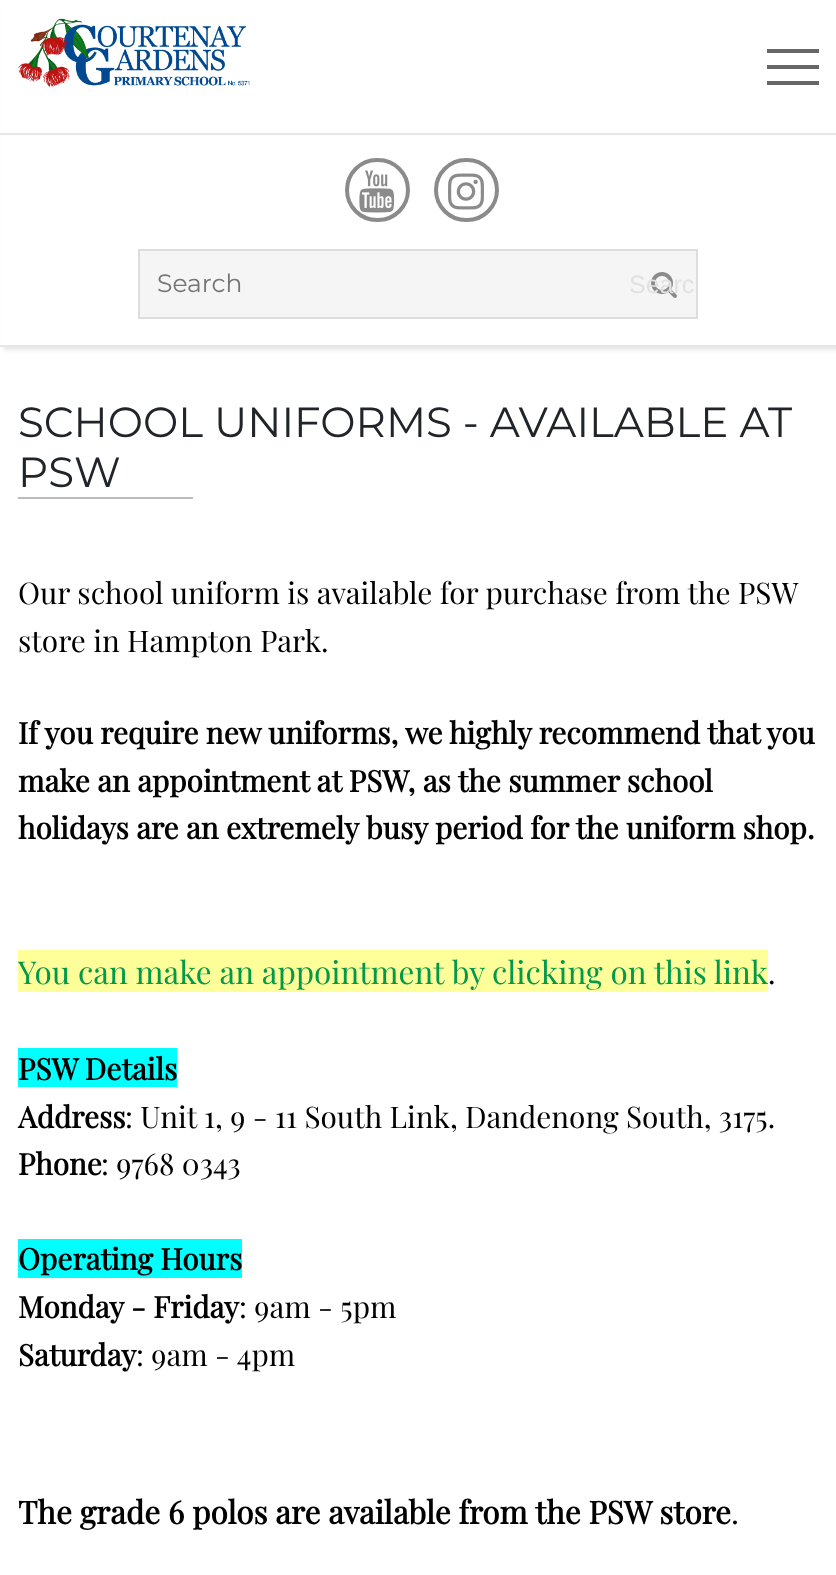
(async () => {
    const canvas = document.querySelector("canvas");
    canvas.width = 836;
    canvas.height = 1575;
    const context = canvas.getContext("2d");
    context.miterLimit = 4;
    context.fontKerning = "normal";
    function write(s, x, y, font, color) {
        context.font = font;
        context.fillStyle = color;
        context.fillText(s, x, y);
    }
    function block(x, y, w, h, color) {
        context.fillStyle = color;
        context.fillRect(x, y, w, h);
    }
    async function photo(src, x, y, w, h) {
        const img = new Image();
        img.src = src;
        await img.decode();
        context.drawImage(img, x, y, w, h);
    }

    block(0, 0, 836, 1575, "rgb(255, 255, 255)");
    context.fillStyle = "rgba(0, 0, 0, 0.1)";
    context.filter = "blur(2px)";
    context.beginPath();
    context.rect(4, 4, 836, 346);
    context.fill();
    context.filter = "none";
    block(1, 1, 835, 344, "rgb(255, 255, 255)");
    block(0, 133, 836, 2, "rgb(230, 230, 230)");
    block(767, 49, 52, 4, "rgb(102, 102, 102)");
    block(767, 81, 52, 4, "rgb(102, 102, 102)");
    block(767, 65, 52, 4, "rgb(102, 102, 102)");
    block(0, 345, 7, 2, "rgb(230, 230, 230)");
    await photo("media/1.png", 18, 18, 232, 69);
    context.beginPath();
    context.roundRect(347, 160, 61, 60, 30);
    context.strokeStyle = "rgb(139, 139, 139)";
    context.lineWidth = 4;
    context.stroke();
    await photo("media/2.png", 359, 170, 36, 43);
    context.beginPath();
    context.roundRect(436, 160, 61, 60, 30);
    context.stroke();
    await photo("media/3.png", 448, 173, 36, 37);
    context.fillStyle = "rgb(245, 245, 245)";
    context.beginPath();
    context.rect(139, 250, 558, 68);
    context.fill();
    context.strokeStyle = "rgb(221, 221, 221)";
    context.lineWidth = 2;
    context.stroke();
    await photo("media/4.png", 651, 272, 26, 26);
    write("Search", 157, 292, "25px Montserrat", "rgb(117, 117, 117)");
    write("Searc", 629, 293, "25px Liberation Sans", "rgb(225, 225, 225)");
    write("SCHOOL UNIFORMS - AVAILABLE AT", 18, 437, "42px Montserrat", "rgb(33, 37, 41)");
    write("PSW", 18, 487, "42px Montserrat", "rgb(33, 37, 41)");
    block(18, 497, 175, 2, "rgb(187, 187, 187)");
    write("Our school uniform is available for purchase from the PSW", 18, 604, "29.75px Playfair Display", "rgb(0, 0, 0)");
    write("store in Hampton Park.", 18, 652, "29.75px Playfair Display", "rgb(0, 0, 0)");
    write("If you require new uniforms, we highly recommend that you", 18, 744, "bold 29.75px Playfair Display", "rgb(0, 0, 0)");
    write("make an appointment at PSW, as the summer school", 18, 792, "bold 29.75px Playfair Display", "rgb(0, 0, 0)");
    write("holidays are an extremely busy period for the uniform shop.", 18, 839, "bold 29.75px Playfair Display", "rgb(0, 0, 0)");
    block(18, 950, 750, 42, "rgb(255, 255, 153)");
    write("You can make an appointment by clicking on this link", 18, 984, "31.5px Playfair Display", "rgb(3, 153, 75)");
    write(".", 768, 984, "29.75px Playfair Display", "rgb(0, 0, 0)");
    block(18, 1048, 159, 39, "rgb(0, 255, 255)");
    write("PSW Details", 18, 1080, "bold 29.75px Playfair Display", "rgb(0, 0, 0)");
    write("Address", 18, 1128, "bold 29.75px Playfair Display", "rgb(0, 0, 0)");
    write(": Unit 1, 9 - 11 South Link, Dandenong South, 3175.", 125, 1128, "29.75px Playfair Display", "rgb(0, 0, 0)");
    write("Phone", 18, 1175, "bold 29.75px Playfair Display", "rgb(0, 0, 0)");
    write(": 9768 0343", 101, 1175, "29.75px Playfair Display", "rgb(0, 0, 0)");
    block(18, 1239, 224, 39, "rgb(0, 255, 255)");
    write("Operating Hours", 18, 1270, "bold 29.75px Playfair Display", "rgb(0, 0, 0)");
    write("Monday - Friday", 18, 1318, "bold 29.75px Playfair Display", "rgb(0, 0, 0)");
    write(": 9am - 5pm", 239, 1318, "29.75px Playfair Display", "rgb(0, 0, 0)");
    write("Saturday", 18, 1366, "bold 29.75px Playfair Display", "rgb(0, 0, 0)");
    write(": 9am - 4pm", 136, 1366, "29.75px Playfair Display", "rgb(0, 0, 0)");
    write("The grade 6 polos are available from the PSW store", 18, 1524, "bold 31.5px Playfair Display", "rgb(0, 0, 0)");
    write(".", 731, 1524, "31.5px Playfair Display", "rgb(0, 0, 0)");
})();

----------

● **What the task requires**
Looking back over the data above, restate word for word the lines that begin at the line with "are an extremely" and end at the line with "South Link, Dandenong", inclusive.

● **Answer to the exercise**
    write("holidays are an extremely busy period for the uniform shop.", 18, 839, "bold 29.75px Playfair Display", "rgb(0, 0, 0)");
    block(18, 950, 750, 42, "rgb(255, 255, 153)");
    write("You can make an appointment by clicking on this link", 18, 984, "31.5px Playfair Display", "rgb(3, 153, 75)");
    write(".", 768, 984, "29.75px Playfair Display", "rgb(0, 0, 0)");
    block(18, 1048, 159, 39, "rgb(0, 255, 255)");
    write("PSW Details", 18, 1080, "bold 29.75px Playfair Display", "rgb(0, 0, 0)");
    write("Address", 18, 1128, "bold 29.75px Playfair Display", "rgb(0, 0, 0)");
    write(": Unit 1, 9 - 11 South Link, Dandenong South, 3175.", 125, 1128, "29.75px Playfair Display", "rgb(0, 0, 0)");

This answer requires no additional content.